Monsieur Wilde, taking him for a drunk or madman, had lumbered away. The pretty receptionist (flesh is flesh, the red sting is l'aiguillon rouge, and my love would not mind) had begun to signal again. He got up and walked to her desk. The Stresa hotel was undergoing repairs after a fire. Mais (pretty index erect) -
All his life, we are glad to note, our Person had experienced the curious sensation (known to three famous theologians and two minor poets) of there existing behind him – at his shoulder, as it were – a larger, incredibly wiser, calmer and stronger stranger, morally better than he. This was, in fact, his main "umbral companion" (a clownish critic had taken R. to task for that epithet) and had he been without that transparent shadow, we would not have bothered to speak about our dear Person. During the short stretch between his chair in the lounge and the girl's adorable neck, plump lips, long eyelashes, veiled charms. Person was conscious of something or somebody warning him that he should leave Witt there and then for Verona, Florence, Rome, Taormina, if Stresa was out. He did not heed his shadow, and fundamentally he may have been right. We thought that he had in him a few years of animal pleasure; we were ready to waft that girl into his bed, but after all it was for him to decide, for him to die, if he wished.
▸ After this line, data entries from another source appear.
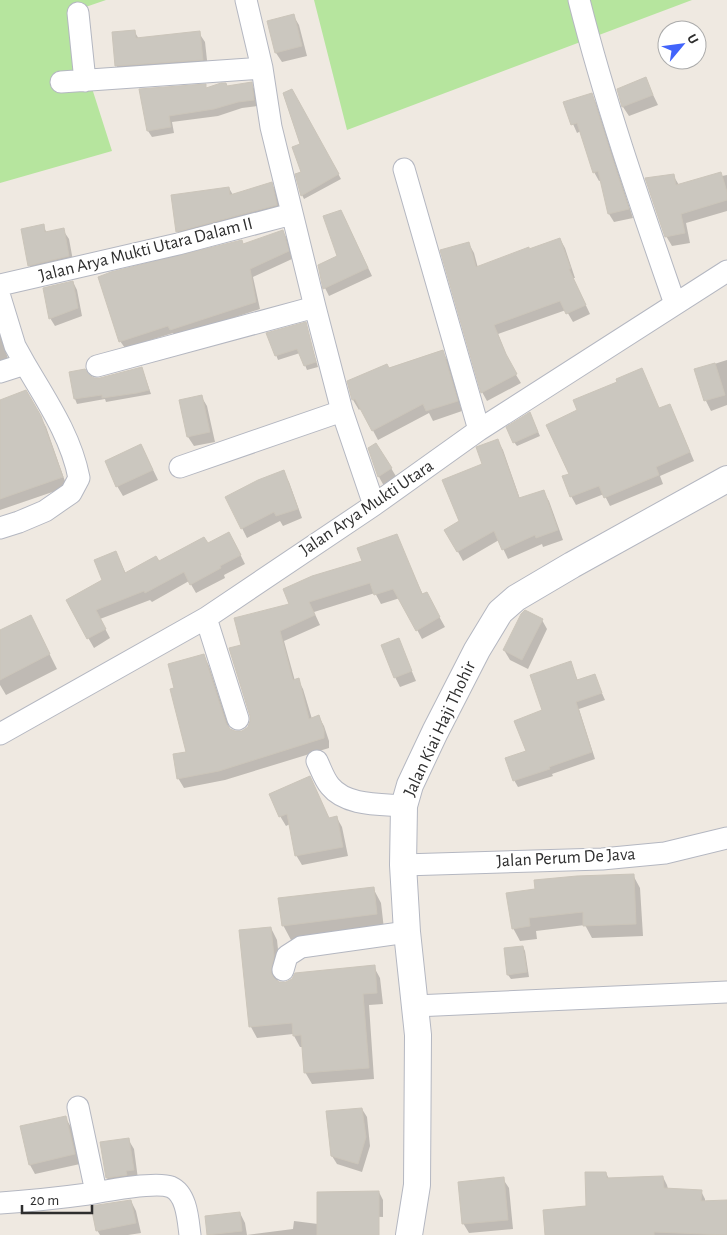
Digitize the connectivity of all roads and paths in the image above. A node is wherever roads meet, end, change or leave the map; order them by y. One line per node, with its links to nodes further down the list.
1 (246, 0): 4 (street)
2 (578, 0): 12 (street)
3 (78, 13): 5 (street)
4 (262, 68): 5 (street); 8 (street)
5 (85, 81): 6 (street)
6 (61, 82)
7 (404, 169): 18 (street)
8 (292, 214): 10 (street, Jalan Arya Mukti Utara Dalam II); 13 (street)
9 (727, 272): 12 (street, Jalan Arya Mukti Utara)
10 (0, 285)
11 (0, 297): 14 (street)
12 (675, 304): 18 (street, Jalan Arya Mukti Utara)
13 (315, 307): 15 (street); 17 (street)
14 (25, 364): 16 (street); 22 (street)
15 (97, 366)
16 (0, 372)
17 (342, 411): 19 (street); 21 (street)
18 (479, 430): 21 (street, Jalan Arya Mukti Utara)
19 (180, 467)
20 (727, 479): 27 (street, Jalan Kiai Haji Thohir)
21 (374, 505): 23 (street, Jalan Arya Mukti Utara)
22 (0, 528)
23 (206, 618): 24 (street); 25 (street, Jalan Arya Mukti Utara)
24 (238, 719)
25 (0, 734)
26 (317, 762): 27 (street)
27 (404, 806): 29 (street, Jalan Kiai Haji Thohir)
28 (727, 838): 29 (street, Jalan Perum De Java)
29 (403, 865): 30 (street, Jalan Kiai Haji Thohir)
30 (407, 932): 31 (street); 33 (street, Jalan Kiai Haji Thohir)
31 (283, 970)
32 (727, 992): 33 (street)
33 (415, 1006): 38 (street, Jalan Kiai Haji Thohir)
34 (78, 1107): 35 (street)
35 (96, 1192): 36 (street); 37 (street)
36 (0, 1203)
37 (190, 1235)
38 (409, 1235)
Mais! (a jot stronger than "but" or even "however") she had some good news for him. He had wanted to move to Floor Three, hadn't he? He could do so tonight. The lady with the little dog was leaving before dinner. It was a history rather amusing. It appeared that her husband looked after dogs when their masters had to absent themselves. The lady, when she voyaged herself, generally took with her a small animal, choosing from among those that were most melancholic. This morning her husband telephoned that the owner had returned earlier from his trip and was reclaiming his pet with great cries.
26
The hotel restaurant, a rather dismal place furnished in a rustic style, was far from full, but one expected two large families on the next day, and there was to be, or would have been (the folds of tenses are badly disarranged in regard to the building under examination) quite a nice little stream of Germans in the second, and cheaper, half of August. A new homely girl in a folklore costume revealing a lot of creamy bosom had replaced the younger of the two waiters, and a black patch masked the grim captain's left eye. Our Person was to be moved to room 313 right after dinner; he celebrated the coming event by drinking his sensible fill – a Bloody Ivan (vodka and tomato juice) before the pea soup, a bottle of Rhine with the pork (disguised as "veal cutlets") and a double marc with his coffee. Monsieur Wilde looked the other way as the dotty, or drugged, American passed by his table.